Most of the decisions I make originate from intuition. Sometimes they are viewed as impulsive. Sometimes they actually are impulsive. But most of them are based on the knowledge that I have at the moment. I do this in my artwork, too. I make artwork based on the knowledge that I have at the moment. And I make no distinction between art, craft or production. Each may have a different end goal, but all come from a need that I must fulfill. An idea, a concept that needs to express itself by way of the skill I have. A lot of what I do, I follow a formula to carry out the process. And as much as I follow the formula, I still don’t have complete control over the outcome. The piece has a life of it’s own. And I try not to get too disappointed when it doesn’t turn out precisely the way I wanted. I work hard to tamp down my expectations of what it should look like and let it be what it wants to be, and work with it from there. I make it work. What else can I do?
Another common misconception- that to be a master you must have complete proficiency over the process and know exactly how it will turn out. I don’t know if this is necessarily a truth. It doesn’t allow for the artwork to speak- for itself or for you. And it keeps people from experimenting with art. I can’t tell you how many times I’ve heard students in art class complain they can’t even make a stick figure-that’s why you’re in the class; to learn, to practice, to get better and progress in skill. I have an intimate knowledge of the materials. But even with that, unique, brief moments can happen, that will never happen again, which changes something in the process. This incident then challenges everything I know and have known for the past umpteen years. I can either allow it to be and work with it, or scrap the whole thing. I’m still learning. And I’m curious, so I will continue to learn.
And one more misconception is creativity is limited to art in one form or another. I’ve chosen the visual form of art and the process of textiles because it’s something I relate to more than any other form out there. But it’s creative to come up with a sales pitch and it’s creative to come up with a scientific theory and test it’s truth.

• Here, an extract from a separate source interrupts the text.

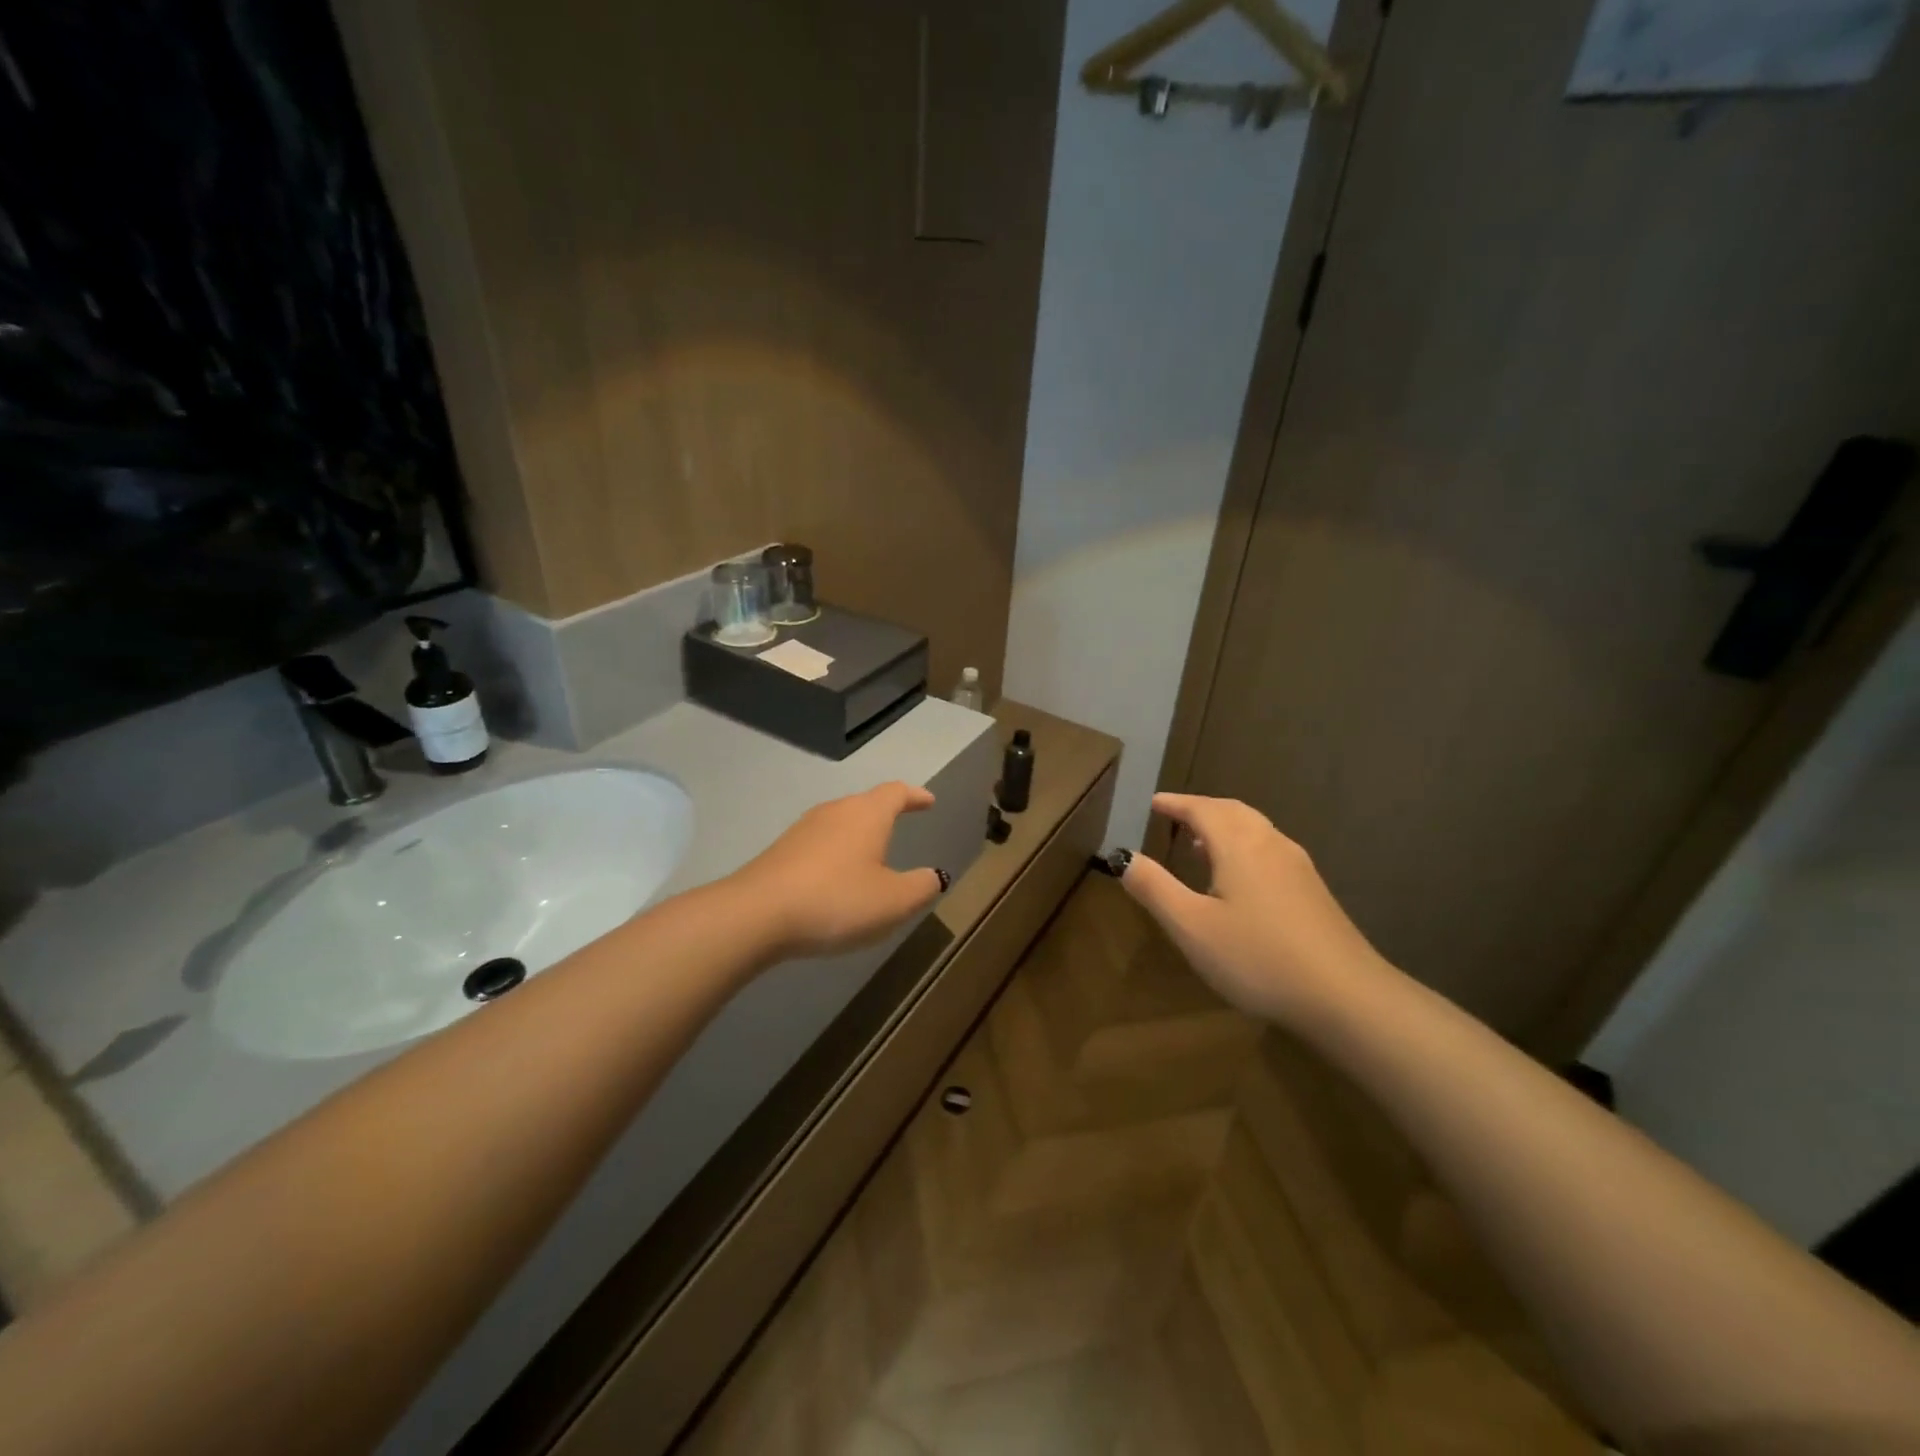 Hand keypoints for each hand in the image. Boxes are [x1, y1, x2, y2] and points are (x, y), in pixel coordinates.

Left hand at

Creativity isn’t bound to any specific form. The only boundaries to creativity are the ones I create. That’s why it’s important to continue to learn and stay curious. To stay intimately acquainted with creativity is to follow a path that isn’t necessarily easy and sometimes ugly, but can lead to some pretty amazing things, circumstances and people. It’s a never ending, every changing path that I’ve consciously, yet intuitively, chosen to walk.